Cite as: Kari Ellen Gade (ed.) 2017, ‘Snorri Sturluson, Háttatal 69’ in Kari Ellen Gade and Edith Marold (eds), Poetry from Treatises on Poetics. Skaldic Poetry of the Scandinavian Middle Ages 3. Turnhout: Brepols, p. 1181.
Kunn bjók kvæði
konungs bróður þjóð
(þann veitk þengil)
þrenn (fjǫlmennan). |
Fram skal in fjórða
fólkglaðs vaða
ljóss elds lagar
lofun friðrofa. |
Bjók {bróður konungs} þrenn kvæði, kunn þjóð; veitk þann þengil fjǫlmennan. In fjórða lofun {fólkglaðs friðrofa {ljóss elds lagar}} skal vaða fram.

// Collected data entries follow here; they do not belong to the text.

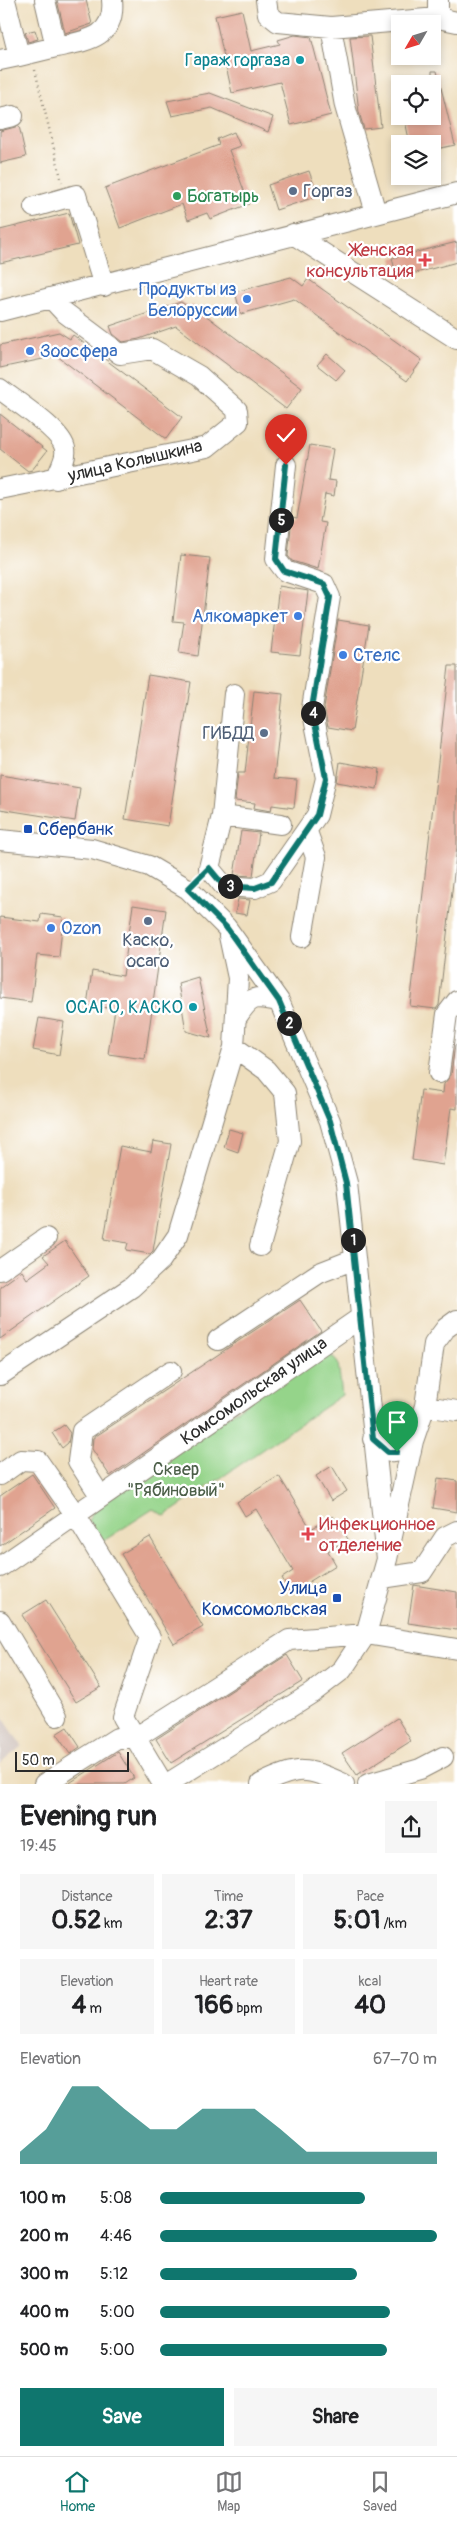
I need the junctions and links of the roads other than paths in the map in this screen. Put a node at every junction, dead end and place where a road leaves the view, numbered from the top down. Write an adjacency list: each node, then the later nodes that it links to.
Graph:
1 (5, 0): 8 (street)
2 (45, 0): 7 (street)
3 (112, 0): 7 (street)
4 (266, 0): 6 (street)
5 (444, 13): 6 (street)
6 (330, 27): 11 (street)
7 (56, 46): 8 (street)
8 (17, 56)
9 (457, 193): 11 (street)
10 (34, 207): 13 (street)
11 (376, 212): 12 (street)
12 (293, 234): 13 (street); 16 (street)
13 (104, 286): 14 (street)
14 (51, 298): 15 (street); 19 (street, улица Колышкина)
15 (0, 311)
16 (457, 339)
17 (0, 389): 19 (street, улица Колышкина)
18 (286, 465): 24 (street)
19 (56, 479): 20 (street, улица Колышкина)
20 (0, 489)
21 (234, 694): 22 (street)
22 (222, 816): 23 (street); 26 (street)
23 (281, 824)
24 (307, 832): 26 (street); 29 (street)
25 (0, 840): 27 (street)
26 (209, 868): 27 (street)
27 (188, 889): 28 (street)
28 (226, 927): 30 (street); 32 (street)
29 (302, 937)
30 (279, 1001): 32 (street); 37 (street)
31 (457, 1001): 34 (street)
32 (238, 1017): 33 (street)
33 (234, 1047): 36 (street); 43 (street)
34 (439, 1073)
35 (46, 1238): 38 (street)
36 (260, 1246)
37 (355, 1259): 39 (street); 41 (street)
38 (0, 1270)
39 (360, 1318): 46 (street); 49 (street, Комсомольская улица)
40 (457, 1320): 44 (street)
41 (218, 1340)
42 (171, 1371): 49 (street)
43 (0, 1375)
44 (425, 1406): 45 (street); 47 (street)
45 (457, 1411)
46 (373, 1439): 47 (street); 53 (street)
47 (412, 1441): 53 (street)
48 (0, 1475): 50 (street)
49 (100, 1496): 50 (street, Комсомольская улица)
50 (75, 1514): 52 (street, Комсомольская улица); 58 (street)
51 (457, 1531): 53 (street)
52 (0, 1567)
53 (384, 1569): 55 (street)
54 (0, 1622): 57 (street)
55 (366, 1634): 56 (street); 58 (street); 60 (street)
56 (457, 1648)
57 (57, 1716)
58 (136, 1738): 60 (street); 61 (street)
59 (442, 1757): 64 (street)
60 (173, 1782)
61 (44, 1784)
62 (260, 1784): 63 (street)
63 (344, 1784)
64 (368, 1784)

I prepared three praise poems, known to people, {for the king’s brother} [= Skúli]; I know that lord to have a large following. The fourth encomium {about the battle-glad truce-breaker {of the fair fire of the ocean}} [GOLD > GENEROUS MAN] must issue forth.
Mss: R(51r), W(149) (SnE)
Readings: [1] bjók (‘bio ek’): so W, bjó en R [4] þrenn: ‘þ[…]nn’ W [5] in: corrected from ‘eð’ W [6] fólk‑: fjǫl‑ W
Editions: Skj: Snorri Sturluson, 2. Háttatal 69: AII, 70, BII, 80, Skald II, 44; SnE 1848-87, I, 684-5, III, 129, SnE 1879-81, I, 12, 82, II, 26, SnE 1931, 244, SnE 2007, 29-30; Konráð Gíslason 1895-7, I, 43-4.
Context: This is a second variant of tøglag ‘journey-metre’. All odd lines
have two alliterating staves (in positions 1 and 3) but lack internal rhyme.
The even lines have aðalhending in
positions 1 and 3 (ll. 4, 8) or 2 and 3 (ll. 2 and 6).
Notes: [All]: The four poems referred to in this stanza are presumably the second and third part of Ht (sts 31-67 and sts 68-96) and two poems that Snorri had composed about Skúli on earlier occasions (see Stu 1878, I, 244; LH 1894-1901, I, 79; SnE 2007, 68). — [All]: For this metre, see st. 68 above and RvHbreið Hl 25-6. — [1] kunn; bjók ‘known; I prepared’: In R ‘Kvɴ’ appears to have been altered
to ‘K\a/vɴ’ (?) and ‘bio en’ ‘prepared again’ has been corrected to ‘bio c’ (R*). — [2] konungs ‘the king’s’: King Ingi Bárðarson.